## WORK TASK
Look through the records below, and whenever a line contains "street", copy it.

──────────────────────────────

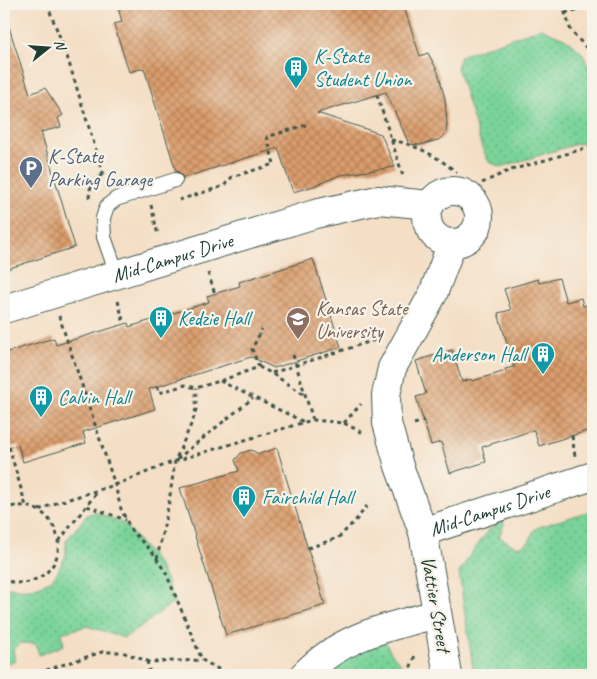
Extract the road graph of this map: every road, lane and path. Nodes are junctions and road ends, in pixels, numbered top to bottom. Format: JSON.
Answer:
{"nodes":[{"id":1,"x":47,"y":4,"type":"edge"},
{"id":2,"x":562,"y":4,"type":"edge"},
{"id":3,"x":593,"y":5,"type":"edge"},
{"id":4,"x":565,"y":13,"type":"junction"},
{"id":5,"x":593,"y":55,"type":"edge"},
{"id":6,"x":377,"y":95,"type":"dead end"},
{"id":7,"x":309,"y":124,"type":"dead end"},
{"id":8,"x":391,"y":140,"type":"junction"},
{"id":9,"x":593,"y":146,"type":"edge"},
{"id":10,"x":103,"y":173,"type":"dead end"},
{"id":11,"x":457,"y":173,"type":"dead end"},
{"id":12,"x":175,"y":180,"type":"dead end"},
{"id":13,"x":404,"y":182,"type":"dead end"},
{"id":14,"x":482,"y":182,"type":"dead end"},
{"id":15,"x":178,"y":200,"type":"dead end"},
{"id":16,"x":160,"y":205,"type":"dead end"},
{"id":17,"x":430,"y":205,"type":"junction"},
{"id":18,"x":152,"y":208,"type":"dead end"},
{"id":19,"x":452,"y":243,"type":"junction"},
{"id":20,"x":206,"y":265,"type":"dead end"},
{"id":21,"x":117,"y":283,"type":"junction"},
{"id":22,"x":215,"y":294,"type":"dead end"},
{"id":23,"x":4,"y":309,"type":"edge"},
{"id":24,"x":57,"y":310,"type":"dead end"},
{"id":25,"x":124,"y":324,"type":"dead end"},
{"id":26,"x":262,"y":329,"type":"dead end"},
{"id":27,"x":386,"y":337,"type":"dead end"},
{"id":28,"x":293,"y":355,"type":"dead end"},
{"id":29,"x":296,"y":365,"type":"junction"},
{"id":30,"x":259,"y":367,"type":"junction"},
{"id":31,"x":271,"y":373,"type":"junction"},
{"id":32,"x":220,"y":381,"type":"junction"},
{"id":33,"x":157,"y":386,"type":"dead end"},
{"id":34,"x":196,"y":388,"type":"junction"},
{"id":35,"x":304,"y":395,"type":"junction"},
{"id":36,"x":253,"y":398,"type":"junction"},
{"id":37,"x":362,"y":403,"type":"dead end"},
{"id":38,"x":313,"y":420,"type":"junction"},
{"id":39,"x":305,"y":422,"type":"junction"},
{"id":40,"x":344,"y":423,"type":"junction"},
{"id":41,"x":365,"y":433,"type":"dead end"},
{"id":42,"x":572,"y":436,"type":"dead end"},
{"id":43,"x":9,"y":447,"type":"dead end"},
{"id":44,"x":174,"y":461,"type":"junction"},
{"id":45,"x":584,"y":469,"type":"edge"},
{"id":46,"x":115,"y":485,"type":"junction"},
{"id":47,"x":98,"y":491,"type":"junction"},
{"id":48,"x":26,"y":506,"type":"junction"},
{"id":49,"x":87,"y":506,"type":"junction"},
{"id":50,"x":367,"y":506,"type":"dead end"},
{"id":51,"x":4,"y":509,"type":"edge"},
{"id":52,"x":39,"y":510,"type":"junction"},
{"id":53,"x":127,"y":520,"type":"junction"},
{"id":54,"x":424,"y":532,"type":"junction"},
{"id":55,"x":59,"y":542,"type":"junction"},
{"id":56,"x":308,"y":548,"type":"dead end"},
{"id":57,"x":157,"y":559,"type":"junction"},
{"id":58,"x":4,"y":579,"type":"edge"},
{"id":59,"x":437,"y":614,"type":"junction"},
{"id":60,"x":415,"y":655,"type":"dead end"},
{"id":61,"x":202,"y":660,"type":"junction"},
{"id":62,"x":146,"y":661,"type":"junction"},
{"id":63,"x":31,"y":675,"type":"edge"},
{"id":64,"x":150,"y":675,"type":"edge"},
{"id":65,"x":229,"y":675,"type":"edge"},
{"id":66,"x":304,"y":675,"type":"edge"},
{"id":67,"x":408,"y":675,"type":"edge"},
{"id":68,"x":448,"y":675,"type":"edge"}],
"edges":[{"from":1,"to":10,"type":"path"},
{"from":2,"to":4,"type":"path"},
{"from":3,"to":4,"type":"path"},
{"from":4,"to":5,"type":"path"},
{"from":6,"to":8,"type":"path"},
{"from":7,"to":15,"type":"path"},
{"from":8,"to":11,"type":"path"},
{"from":8,"to":13,"type":"path"},
{"from":9,"to":14,"type":"path"},
{"from":12,"to":21,"type":"lane"},
{"from":16,"to":18,"type":"path"},
{"from":17,"to":19,"type":"street"},
{"from":17,"to":19,"type":"street"},
{"from":17,"to":21,"type":"street","name":"Mid-Campus Drive"},
{"from":19,"to":54,"type":"street","name":"Mid-Campus Drive"},
{"from":20,"to":22,"type":"path"},
{"from":21,"to":23,"type":"street","name":"Mid-Campus Drive"},
{"from":21,"to":25,"type":"path"},
{"from":24,"to":46,"type":"path"},
{"from":26,"to":30,"type":"path"},
{"from":27,"to":29,"type":"path"},
{"from":28,"to":29,"type":"path"},
{"from":29,"to":31,"type":"path"},
{"from":29,"to":35,"type":"path"},
{"from":30,"to":31,"type":"path"},
{"from":30,"to":32,"type":"path"},
{"from":31,"to":35,"type":"path"},
{"from":32,"to":34,"type":"path"},
{"from":32,"to":36,"type":"path"},
{"from":33,"to":34,"type":"path"},
{"from":34,"to":44,"type":"path"},
{"from":35,"to":38,"type":"path"},
{"from":36,"to":39,"type":"path"},
{"from":36,"to":44,"type":"path"},
{"from":37,"to":40,"type":"path"},
{"from":38,"to":39,"type":"path"},
{"from":38,"to":40,"type":"path"},
{"from":39,"to":44,"type":"path"},
{"from":40,"to":41,"type":"path"},
{"from":42,"to":45,"type":"path"},
{"from":43,"to":48,"type":"path"},
{"from":44,"to":46,"type":"path"},
{"from":44,"to":57,"type":"path"},
{"from":45,"to":54,"type":"street","name":"Mid-Campus Drive"},
{"from":46,"to":47,"type":"path"},
{"from":46,"to":53,"type":"path"},
{"from":47,"to":49,"type":"path"},
{"from":47,"to":52,"type":"path"},
{"from":48,"to":51,"type":"path"},
{"from":48,"to":52,"type":"path"},
{"from":49,"to":53,"type":"path"},
{"from":49,"to":55,"type":"path"},
{"from":50,"to":56,"type":"path"},
{"from":52,"to":55,"type":"path"},
{"from":53,"to":57,"type":"path"},
{"from":54,"to":59,"type":"street","name":"Vattier Street"},
{"from":55,"to":58,"type":"path"},
{"from":57,"to":61,"type":"path"},
{"from":59,"to":66,"type":"street"},
{"from":59,"to":68,"type":"street","name":"Vattier Street"},
{"from":60,"to":67,"type":"path"},
{"from":61,"to":62,"type":"path"},
{"from":61,"to":65,"type":"path"},
{"from":62,"to":63,"type":"path"},
{"from":62,"to":64,"type":"path"}]}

──────────────────────────────

## WRITTEN RESPONSE
{"from":17,"to":19,"type":"street"},
{"from":17,"to":19,"type":"street"},
{"from":17,"to":21,"type":"street","name":"Mid-Campus Drive"},
{"from":19,"to":54,"type":"street","name":"Mid-Campus Drive"},
{"from":21,"to":23,"type":"street","name":"Mid-Campus Drive"},
{"from":45,"to":54,"type":"street","name":"Mid-Campus Drive"},
{"from":54,"to":59,"type":"street","name":"Vattier Street"},
{"from":59,"to":66,"type":"street"},
{"from":59,"to":68,"type":"street","name":"Vattier Street"},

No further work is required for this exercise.